BRIEF:
The result should be the listing below restated word for word, with images left out.

RECORDS PROVIDED:
▬▬▬▬▬▬▬▬▬▬
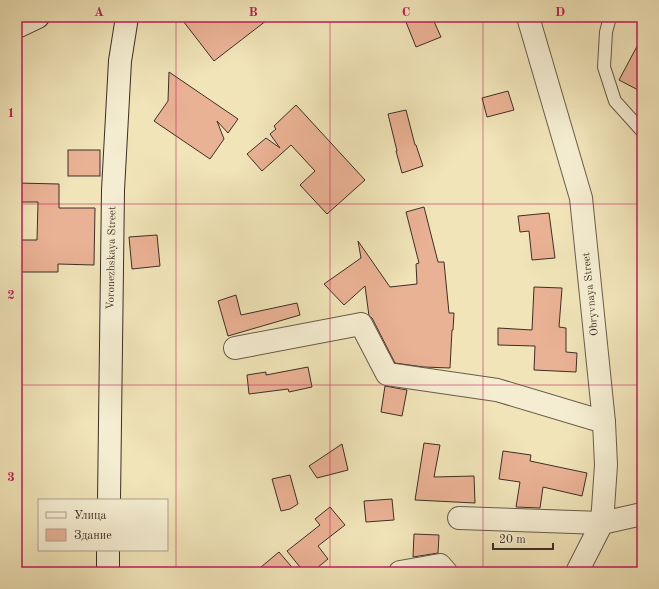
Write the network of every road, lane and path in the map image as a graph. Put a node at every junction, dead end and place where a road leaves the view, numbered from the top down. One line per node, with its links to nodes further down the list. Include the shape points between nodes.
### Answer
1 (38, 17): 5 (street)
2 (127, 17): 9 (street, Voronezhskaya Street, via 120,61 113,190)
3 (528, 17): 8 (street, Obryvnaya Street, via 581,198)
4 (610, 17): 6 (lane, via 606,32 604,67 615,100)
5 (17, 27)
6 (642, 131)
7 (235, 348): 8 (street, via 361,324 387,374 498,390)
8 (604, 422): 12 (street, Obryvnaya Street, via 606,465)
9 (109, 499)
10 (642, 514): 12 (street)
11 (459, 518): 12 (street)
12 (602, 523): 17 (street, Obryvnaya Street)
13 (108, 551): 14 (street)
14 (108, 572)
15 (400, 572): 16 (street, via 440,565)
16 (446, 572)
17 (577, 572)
▬▬▬▬▬▬▬▬▬▬
SOLUTION TO THE PROBLEM:
Write the network of every road, lane and path in the map image as a graph. Put a node at every junction, dead end and place where a road leaves the view, numbered from the top down. One line per node, with its links to nodes further down the list. Include the shape points between nodes.
### Answer
1 (38, 17): 5 (street)
2 (127, 17): 9 (street, Voronezhskaya Street, via 120,61 113,190)
3 (528, 17): 8 (street, Obryvnaya Street, via 581,198)
4 (610, 17): 6 (lane, via 606,32 604,67 615,100)
5 (17, 27)
6 (642, 131)
7 (235, 348): 8 (street, via 361,324 387,374 498,390)
8 (604, 422): 12 (street, Obryvnaya Street, via 606,465)
9 (109, 499)
10 (642, 514): 12 (street)
11 (459, 518): 12 (street)
12 (602, 523): 17 (street, Obryvnaya Street)
13 (108, 551): 14 (street)
14 (108, 572)
15 (400, 572): 16 (street, via 440,565)
16 (446, 572)
17 (577, 572)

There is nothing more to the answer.